>>
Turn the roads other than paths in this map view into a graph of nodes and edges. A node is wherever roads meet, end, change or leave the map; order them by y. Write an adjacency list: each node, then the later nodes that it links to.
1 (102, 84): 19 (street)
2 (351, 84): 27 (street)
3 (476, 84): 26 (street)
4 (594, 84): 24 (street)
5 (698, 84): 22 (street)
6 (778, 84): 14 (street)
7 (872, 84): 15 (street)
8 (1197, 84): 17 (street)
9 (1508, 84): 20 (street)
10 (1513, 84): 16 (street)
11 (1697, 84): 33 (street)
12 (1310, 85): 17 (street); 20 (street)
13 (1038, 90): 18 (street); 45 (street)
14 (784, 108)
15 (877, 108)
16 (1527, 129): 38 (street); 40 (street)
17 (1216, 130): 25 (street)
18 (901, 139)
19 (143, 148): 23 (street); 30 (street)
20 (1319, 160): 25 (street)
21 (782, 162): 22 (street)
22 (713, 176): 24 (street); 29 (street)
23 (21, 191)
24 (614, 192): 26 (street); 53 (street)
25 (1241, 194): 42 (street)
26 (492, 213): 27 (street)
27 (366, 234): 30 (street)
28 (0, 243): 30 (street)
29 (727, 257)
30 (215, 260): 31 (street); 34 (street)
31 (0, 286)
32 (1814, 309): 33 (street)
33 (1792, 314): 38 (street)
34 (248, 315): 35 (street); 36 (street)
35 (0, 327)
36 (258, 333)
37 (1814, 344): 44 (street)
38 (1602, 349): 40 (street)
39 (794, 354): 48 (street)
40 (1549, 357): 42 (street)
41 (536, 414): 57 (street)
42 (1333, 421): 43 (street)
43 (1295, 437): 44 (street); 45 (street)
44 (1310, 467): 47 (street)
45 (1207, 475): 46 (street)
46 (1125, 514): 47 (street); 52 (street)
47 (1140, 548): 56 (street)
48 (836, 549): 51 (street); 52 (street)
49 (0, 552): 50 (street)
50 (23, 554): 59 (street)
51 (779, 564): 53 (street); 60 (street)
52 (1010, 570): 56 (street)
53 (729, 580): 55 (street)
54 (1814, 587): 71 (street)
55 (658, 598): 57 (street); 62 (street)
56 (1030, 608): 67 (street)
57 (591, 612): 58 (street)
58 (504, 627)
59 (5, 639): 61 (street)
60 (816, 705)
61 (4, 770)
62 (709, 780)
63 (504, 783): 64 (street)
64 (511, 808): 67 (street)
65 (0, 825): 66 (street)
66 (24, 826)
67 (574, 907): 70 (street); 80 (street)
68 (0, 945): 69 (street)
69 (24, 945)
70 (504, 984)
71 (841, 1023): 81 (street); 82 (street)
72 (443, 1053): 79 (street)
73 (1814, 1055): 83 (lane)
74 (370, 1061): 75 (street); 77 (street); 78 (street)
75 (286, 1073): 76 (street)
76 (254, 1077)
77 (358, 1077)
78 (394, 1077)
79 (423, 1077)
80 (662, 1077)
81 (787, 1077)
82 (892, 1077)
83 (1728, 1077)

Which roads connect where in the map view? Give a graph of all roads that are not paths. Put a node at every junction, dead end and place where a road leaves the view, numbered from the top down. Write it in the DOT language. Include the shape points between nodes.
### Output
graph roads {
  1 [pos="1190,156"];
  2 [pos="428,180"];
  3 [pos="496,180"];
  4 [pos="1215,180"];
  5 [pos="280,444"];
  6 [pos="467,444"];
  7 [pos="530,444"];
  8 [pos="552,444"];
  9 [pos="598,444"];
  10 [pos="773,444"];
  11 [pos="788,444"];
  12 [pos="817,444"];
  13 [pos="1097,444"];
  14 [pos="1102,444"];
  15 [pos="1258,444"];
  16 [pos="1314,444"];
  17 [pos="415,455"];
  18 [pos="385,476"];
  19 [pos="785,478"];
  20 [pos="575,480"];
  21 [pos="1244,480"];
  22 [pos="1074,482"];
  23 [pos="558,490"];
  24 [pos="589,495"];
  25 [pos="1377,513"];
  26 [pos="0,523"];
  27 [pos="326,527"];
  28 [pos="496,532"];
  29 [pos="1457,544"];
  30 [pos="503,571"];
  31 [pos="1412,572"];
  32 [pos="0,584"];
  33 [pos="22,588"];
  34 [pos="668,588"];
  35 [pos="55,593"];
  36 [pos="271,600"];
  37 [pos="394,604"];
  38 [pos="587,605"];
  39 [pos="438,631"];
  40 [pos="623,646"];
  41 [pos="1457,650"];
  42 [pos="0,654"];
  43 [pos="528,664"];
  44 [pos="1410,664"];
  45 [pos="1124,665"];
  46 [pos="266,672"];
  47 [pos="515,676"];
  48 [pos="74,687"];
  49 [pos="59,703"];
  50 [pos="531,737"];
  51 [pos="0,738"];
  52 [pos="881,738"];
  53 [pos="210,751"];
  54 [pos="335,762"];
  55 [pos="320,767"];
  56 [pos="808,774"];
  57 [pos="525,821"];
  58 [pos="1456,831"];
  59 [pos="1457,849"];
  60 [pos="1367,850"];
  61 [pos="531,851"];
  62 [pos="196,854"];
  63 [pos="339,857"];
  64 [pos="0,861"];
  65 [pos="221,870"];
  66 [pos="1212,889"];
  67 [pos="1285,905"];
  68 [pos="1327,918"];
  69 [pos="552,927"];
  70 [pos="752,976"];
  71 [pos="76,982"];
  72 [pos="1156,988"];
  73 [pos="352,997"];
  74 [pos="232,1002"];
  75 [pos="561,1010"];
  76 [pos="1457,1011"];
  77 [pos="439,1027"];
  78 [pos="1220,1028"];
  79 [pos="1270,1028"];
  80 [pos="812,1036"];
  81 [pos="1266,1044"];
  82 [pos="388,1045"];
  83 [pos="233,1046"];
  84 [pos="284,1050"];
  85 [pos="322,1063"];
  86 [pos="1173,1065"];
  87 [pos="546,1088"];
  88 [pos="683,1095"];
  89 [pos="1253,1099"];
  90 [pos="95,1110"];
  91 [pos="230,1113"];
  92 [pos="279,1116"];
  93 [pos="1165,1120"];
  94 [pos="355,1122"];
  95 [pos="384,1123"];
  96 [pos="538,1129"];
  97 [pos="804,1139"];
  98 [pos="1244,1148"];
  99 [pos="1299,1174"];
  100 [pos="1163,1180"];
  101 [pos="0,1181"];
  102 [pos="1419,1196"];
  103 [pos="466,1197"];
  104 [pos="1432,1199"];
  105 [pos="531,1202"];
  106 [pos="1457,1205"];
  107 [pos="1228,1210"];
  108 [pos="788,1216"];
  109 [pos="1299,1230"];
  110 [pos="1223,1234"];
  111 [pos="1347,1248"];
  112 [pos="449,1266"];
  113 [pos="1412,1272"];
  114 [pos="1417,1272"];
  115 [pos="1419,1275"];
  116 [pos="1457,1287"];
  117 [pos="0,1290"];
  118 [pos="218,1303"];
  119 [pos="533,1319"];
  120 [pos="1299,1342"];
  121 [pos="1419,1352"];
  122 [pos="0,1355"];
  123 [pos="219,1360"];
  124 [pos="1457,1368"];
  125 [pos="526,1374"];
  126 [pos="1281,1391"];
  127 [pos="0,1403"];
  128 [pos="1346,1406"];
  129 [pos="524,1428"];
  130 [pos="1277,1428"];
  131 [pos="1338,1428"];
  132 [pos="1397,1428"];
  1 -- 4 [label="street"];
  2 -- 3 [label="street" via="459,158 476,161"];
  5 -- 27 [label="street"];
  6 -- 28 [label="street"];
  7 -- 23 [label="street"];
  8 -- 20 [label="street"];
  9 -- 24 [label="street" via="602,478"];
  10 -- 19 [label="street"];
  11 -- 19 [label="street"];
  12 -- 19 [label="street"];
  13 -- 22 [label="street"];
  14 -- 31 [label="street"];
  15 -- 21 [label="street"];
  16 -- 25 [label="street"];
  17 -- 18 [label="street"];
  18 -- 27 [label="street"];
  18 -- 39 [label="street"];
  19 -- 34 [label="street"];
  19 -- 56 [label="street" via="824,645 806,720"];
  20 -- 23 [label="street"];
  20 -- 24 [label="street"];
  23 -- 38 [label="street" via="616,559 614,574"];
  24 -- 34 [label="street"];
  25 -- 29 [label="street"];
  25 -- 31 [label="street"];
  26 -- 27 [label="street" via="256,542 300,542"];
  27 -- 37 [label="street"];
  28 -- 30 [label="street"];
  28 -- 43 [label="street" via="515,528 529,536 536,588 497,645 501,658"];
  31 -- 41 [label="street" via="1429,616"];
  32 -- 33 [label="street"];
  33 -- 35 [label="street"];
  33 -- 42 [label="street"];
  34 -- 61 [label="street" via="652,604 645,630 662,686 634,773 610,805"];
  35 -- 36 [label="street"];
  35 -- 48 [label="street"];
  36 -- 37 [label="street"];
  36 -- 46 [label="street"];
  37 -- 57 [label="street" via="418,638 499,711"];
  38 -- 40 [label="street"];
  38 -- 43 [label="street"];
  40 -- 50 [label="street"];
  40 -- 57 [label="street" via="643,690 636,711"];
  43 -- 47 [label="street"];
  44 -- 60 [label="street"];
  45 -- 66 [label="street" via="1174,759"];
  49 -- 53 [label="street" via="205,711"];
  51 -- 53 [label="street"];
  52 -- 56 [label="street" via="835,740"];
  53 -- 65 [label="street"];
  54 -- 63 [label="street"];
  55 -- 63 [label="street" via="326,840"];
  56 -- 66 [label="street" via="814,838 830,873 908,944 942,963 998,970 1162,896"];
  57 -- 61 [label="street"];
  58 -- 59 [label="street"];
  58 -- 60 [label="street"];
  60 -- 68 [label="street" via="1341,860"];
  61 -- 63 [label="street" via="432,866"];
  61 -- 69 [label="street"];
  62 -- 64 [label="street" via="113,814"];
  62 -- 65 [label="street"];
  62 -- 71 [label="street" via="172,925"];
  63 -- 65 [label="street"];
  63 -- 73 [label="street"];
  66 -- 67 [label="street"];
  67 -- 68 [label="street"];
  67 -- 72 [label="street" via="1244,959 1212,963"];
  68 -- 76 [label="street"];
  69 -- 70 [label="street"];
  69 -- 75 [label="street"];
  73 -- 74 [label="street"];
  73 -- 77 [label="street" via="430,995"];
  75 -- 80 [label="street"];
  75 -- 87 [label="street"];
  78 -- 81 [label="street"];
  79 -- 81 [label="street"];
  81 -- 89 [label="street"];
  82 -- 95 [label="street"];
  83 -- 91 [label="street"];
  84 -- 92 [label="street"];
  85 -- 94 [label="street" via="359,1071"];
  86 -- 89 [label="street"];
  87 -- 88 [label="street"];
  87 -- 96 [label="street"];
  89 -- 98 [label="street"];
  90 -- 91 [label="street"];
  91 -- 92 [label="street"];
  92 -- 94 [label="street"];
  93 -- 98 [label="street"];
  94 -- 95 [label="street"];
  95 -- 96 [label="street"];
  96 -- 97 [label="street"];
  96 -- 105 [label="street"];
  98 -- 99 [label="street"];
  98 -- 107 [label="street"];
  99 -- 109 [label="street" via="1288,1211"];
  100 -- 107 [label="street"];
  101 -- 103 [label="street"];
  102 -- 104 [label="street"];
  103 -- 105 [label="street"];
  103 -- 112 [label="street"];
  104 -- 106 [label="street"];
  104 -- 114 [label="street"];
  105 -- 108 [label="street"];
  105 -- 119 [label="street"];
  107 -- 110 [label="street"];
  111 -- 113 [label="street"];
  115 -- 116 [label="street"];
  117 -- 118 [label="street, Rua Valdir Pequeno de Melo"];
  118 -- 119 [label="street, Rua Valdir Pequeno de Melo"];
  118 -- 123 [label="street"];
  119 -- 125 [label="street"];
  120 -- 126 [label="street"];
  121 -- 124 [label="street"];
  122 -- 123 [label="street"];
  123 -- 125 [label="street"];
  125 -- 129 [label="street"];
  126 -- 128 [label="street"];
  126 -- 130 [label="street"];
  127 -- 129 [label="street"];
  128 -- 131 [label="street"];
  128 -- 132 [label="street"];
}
<<
In the entries above, which lines hold the string "that"? Report all of them.

[Exercise answer]
Turn the roads other than paths in this map view into a graph of nodes and edges. A node is wherever roads meet, end, change or leave the map; order them by y. Write an adjacency list: each node, then the later nodes that it links to.
Which roads connect where in the map view? Give a graph of all roads that are not paths. Put a node at every junction, dead end and place where a road leaves the view, numbered from the top down. Write it in the DOT language. Include the shape points between nodes.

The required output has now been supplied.